Views of Constitution Makers

  • H.N. Kunzru, a member of the Constituent Assembly, warned that these provisions posed a serious threat to the financial autonomy of states.
  • Dr. B.R. Ambedkar, defending the provision, stated:
  • “This Article more or less follows the pattern of what is called the National Recovery Act of the United States passed in 1933, which gave the President power to make similar provisions in order to remove the difficulties, both economic and financial, that had overtaken the American people, as a result of the Great Depression.”

 No Instance of Use So Far

  • Despite facing a major economic crisis in 1991, no Financial Emergency has ever been declared in India to date

Constitutional Provisions

Article 360 in Constitution of India

Provisions as to financial emergency

(1)If the President is satisfied that a situation has arisen whereby the financial stability or credit of India or of any part of the territory thereof is threatened, he may by a Proclamation make a declaration to that effect.
(2)A Proclamation issued under clause (1)–
(a)may be revoked or varied by a subsequent Proclamation;
(b)shall be laid before each House of Parliament;
(c)shall cease to operate at the expiration of two months unless before the expiration of that period it has been approved by resolutions of both Houses of Parliament:
Provided that if any such Proclamation is issued at a time when the House of the People has been dissolved or the dissolution of the House of the People takes place during the period of two months referred to in sub-clause (c), and if a resolution approving the Proclamation has been passed by the Council of States, but no resolution with respect to such Proclamation has been passed by the House of the People before the expiration of that period, the Proclamation shall cease to operate at the expiration of thirty days from the date on which the House of the People first sits after its reconstitution, unless before the expiration of the said period of thirty days a resolution approving the Proclamation has been also passed by the House of the People.
(3)During the period any such Proclamation as is mentioned in clause (1) is in operation, the executive authority of the Union shall extend to the giving of directions to any State to observe such canons of financial propriety as may be specified in the directions, and to the giving of such other directions as the President may deem necessary and adequate for the purpose.
(4)Notwithstanding anything in this Constitution–
(a)any such direction may include–
(i)a provision requiring the reduction of salaries and allowances of all or any class of persons serving in connection with the affairs of a State;
(ii)a provision requiring all Money Bills or other Bills to which the provisions of article 207 apply to be reserved for the consideration of the President after they are passed by the Legislature of the State;
(b)it shall be competent for the President during the period any Proclamation issued under this article is in operation to issue directions for the reduction of salaries and allowances of all or any class of persons serving in connection with the affairs of the Union including the Judges of the Supreme Court and the High Courts.

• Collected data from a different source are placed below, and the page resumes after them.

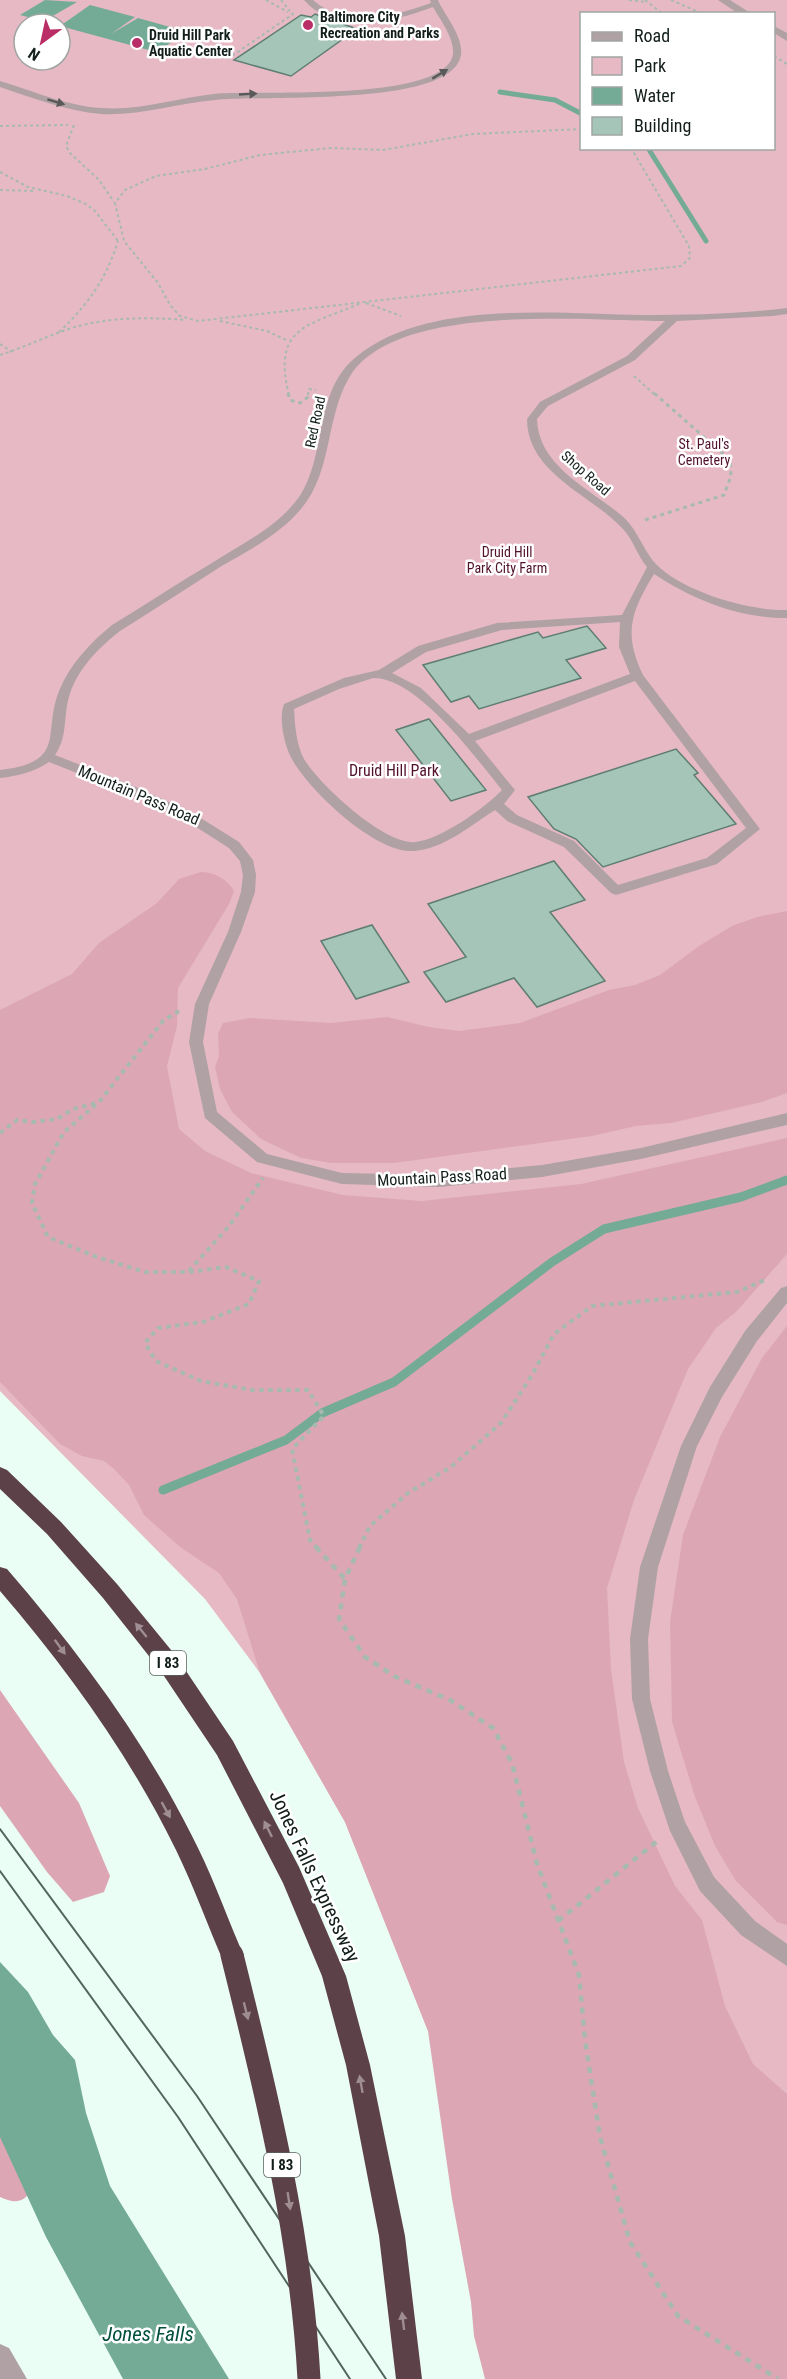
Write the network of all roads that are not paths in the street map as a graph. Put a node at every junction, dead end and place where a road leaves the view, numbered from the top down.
1 (308, 0) edge
2 (723, 0) edge
3 (435, 2) edge
4 (744, 12) edge
5 (0, 84) edge
6 (787, 311) edge
7 (674, 318) junction
8 (652, 568) junction
9 (787, 614) edge
10 (629, 618) junction
11 (382, 674) junction
12 (637, 676) junction
13 (466, 740) junction
14 (48, 757) junction
15 (0, 774) edge
16 (496, 804) junction
17 (787, 1119) edge
18 (787, 1292) edge
19 (0, 1476) edge
20 (0, 1576) edge
21 (787, 1956) edge
22 (0, 2357) edge
23 (14, 2379) edge
24 (309, 2379) edge
25 (409, 2379) edge

1 - 3 lane
2 - 4 street
5 -> 3 lane
6 - 7 lane, Red Road
7 - 8 lane, Shop Road
7 - 14 lane, Red Road
8 - 9 lane
8 - 10 lane
10 - 11 lane
10 - 12 lane
11 - 13 lane
11 - 16 lane
12 - 13 lane
12 - 16 lane
13 - 16 lane
14 - 15 lane
14 - 17 lane, Mountain Pass Road
18 - 21 lane
25 -> 19 highway, Jones Falls Expressway / I 83
20 -> 24 highway, I 83, bridge
22 - 23 street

The provision of Financial Emergency under Article 360 serves as a constitutional tool to protect the economic and financial stability of India. Though never invoked, its presence highlights the foresight of the Constitution’s framers in preparing for unforeseen fiscal crises. However, the wide-ranging powers it confers upon the Centre over states and even over judiciary raises concerns about federalism and judicial independence. Hence, the provision is to be used only as a last resort, balancing the need for national financial discipline with the autonomy of state governments.

FAQs

1. What is a Financial Emergency?

A Financial Emergency is a situation declared under Article 360 of the Constitution when the financial stability or credit of India or any part thereof is threatened.

2. Has India ever declared a Financial Emergency?

No, despite the 1991 Balance of Payments crisis, India has never declared a Financial Emergency till date.

3. Who declares Financial Emergency and on what grounds?

The President of India declares it when satisfied that the financial stability or credit of India or any part of its territory is threatened.